#### Data excerpts ####

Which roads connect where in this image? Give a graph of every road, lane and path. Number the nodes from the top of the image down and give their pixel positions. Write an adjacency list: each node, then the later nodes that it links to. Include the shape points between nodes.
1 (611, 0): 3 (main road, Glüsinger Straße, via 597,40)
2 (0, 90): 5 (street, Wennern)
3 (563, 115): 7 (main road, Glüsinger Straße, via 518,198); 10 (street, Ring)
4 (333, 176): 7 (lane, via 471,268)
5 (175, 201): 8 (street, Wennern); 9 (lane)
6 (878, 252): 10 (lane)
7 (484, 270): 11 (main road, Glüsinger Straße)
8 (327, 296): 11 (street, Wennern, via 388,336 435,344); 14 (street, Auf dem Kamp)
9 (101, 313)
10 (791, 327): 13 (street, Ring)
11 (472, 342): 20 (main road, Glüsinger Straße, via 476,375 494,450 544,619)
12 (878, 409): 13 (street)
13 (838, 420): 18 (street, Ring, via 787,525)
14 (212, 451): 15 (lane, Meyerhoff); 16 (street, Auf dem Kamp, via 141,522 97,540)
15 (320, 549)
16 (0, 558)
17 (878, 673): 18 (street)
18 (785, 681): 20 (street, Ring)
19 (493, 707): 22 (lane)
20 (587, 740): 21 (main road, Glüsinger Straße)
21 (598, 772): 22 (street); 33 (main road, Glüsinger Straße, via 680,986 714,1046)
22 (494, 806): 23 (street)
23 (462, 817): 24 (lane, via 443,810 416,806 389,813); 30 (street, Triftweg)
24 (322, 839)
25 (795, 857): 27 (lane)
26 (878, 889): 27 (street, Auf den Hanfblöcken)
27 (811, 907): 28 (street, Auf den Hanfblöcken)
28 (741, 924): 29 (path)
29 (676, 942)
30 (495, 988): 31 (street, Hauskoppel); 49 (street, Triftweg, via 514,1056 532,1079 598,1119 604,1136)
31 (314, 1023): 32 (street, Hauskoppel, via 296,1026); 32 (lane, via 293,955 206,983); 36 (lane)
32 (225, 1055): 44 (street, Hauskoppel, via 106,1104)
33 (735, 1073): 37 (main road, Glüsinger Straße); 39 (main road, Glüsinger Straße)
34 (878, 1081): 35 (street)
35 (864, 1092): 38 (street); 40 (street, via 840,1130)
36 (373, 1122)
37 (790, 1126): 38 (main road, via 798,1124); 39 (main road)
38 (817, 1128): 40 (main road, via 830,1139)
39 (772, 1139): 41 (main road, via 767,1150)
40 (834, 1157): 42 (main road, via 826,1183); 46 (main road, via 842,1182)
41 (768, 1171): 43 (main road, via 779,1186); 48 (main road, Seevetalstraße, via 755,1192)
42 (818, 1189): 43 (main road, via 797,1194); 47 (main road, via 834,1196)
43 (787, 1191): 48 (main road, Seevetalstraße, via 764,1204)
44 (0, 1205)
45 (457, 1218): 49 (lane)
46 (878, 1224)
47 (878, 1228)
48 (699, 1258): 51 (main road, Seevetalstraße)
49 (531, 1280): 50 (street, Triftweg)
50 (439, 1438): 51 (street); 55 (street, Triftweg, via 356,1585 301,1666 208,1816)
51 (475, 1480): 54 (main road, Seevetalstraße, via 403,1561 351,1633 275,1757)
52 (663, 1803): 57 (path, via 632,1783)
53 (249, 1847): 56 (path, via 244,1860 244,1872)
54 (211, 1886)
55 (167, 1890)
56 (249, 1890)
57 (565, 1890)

####

Your goal.
Return each line of the data that contains the string "Hauskoppel".

Output for this task.
30 (495, 988): 31 (street, Hauskoppel); 49 (street, Triftweg, via 514,1056 532,1079 598,1119 604,1136)
31 (314, 1023): 32 (street, Hauskoppel, via 296,1026); 32 (lane, via 293,955 206,983); 36 (lane)
32 (225, 1055): 44 (street, Hauskoppel, via 106,1104)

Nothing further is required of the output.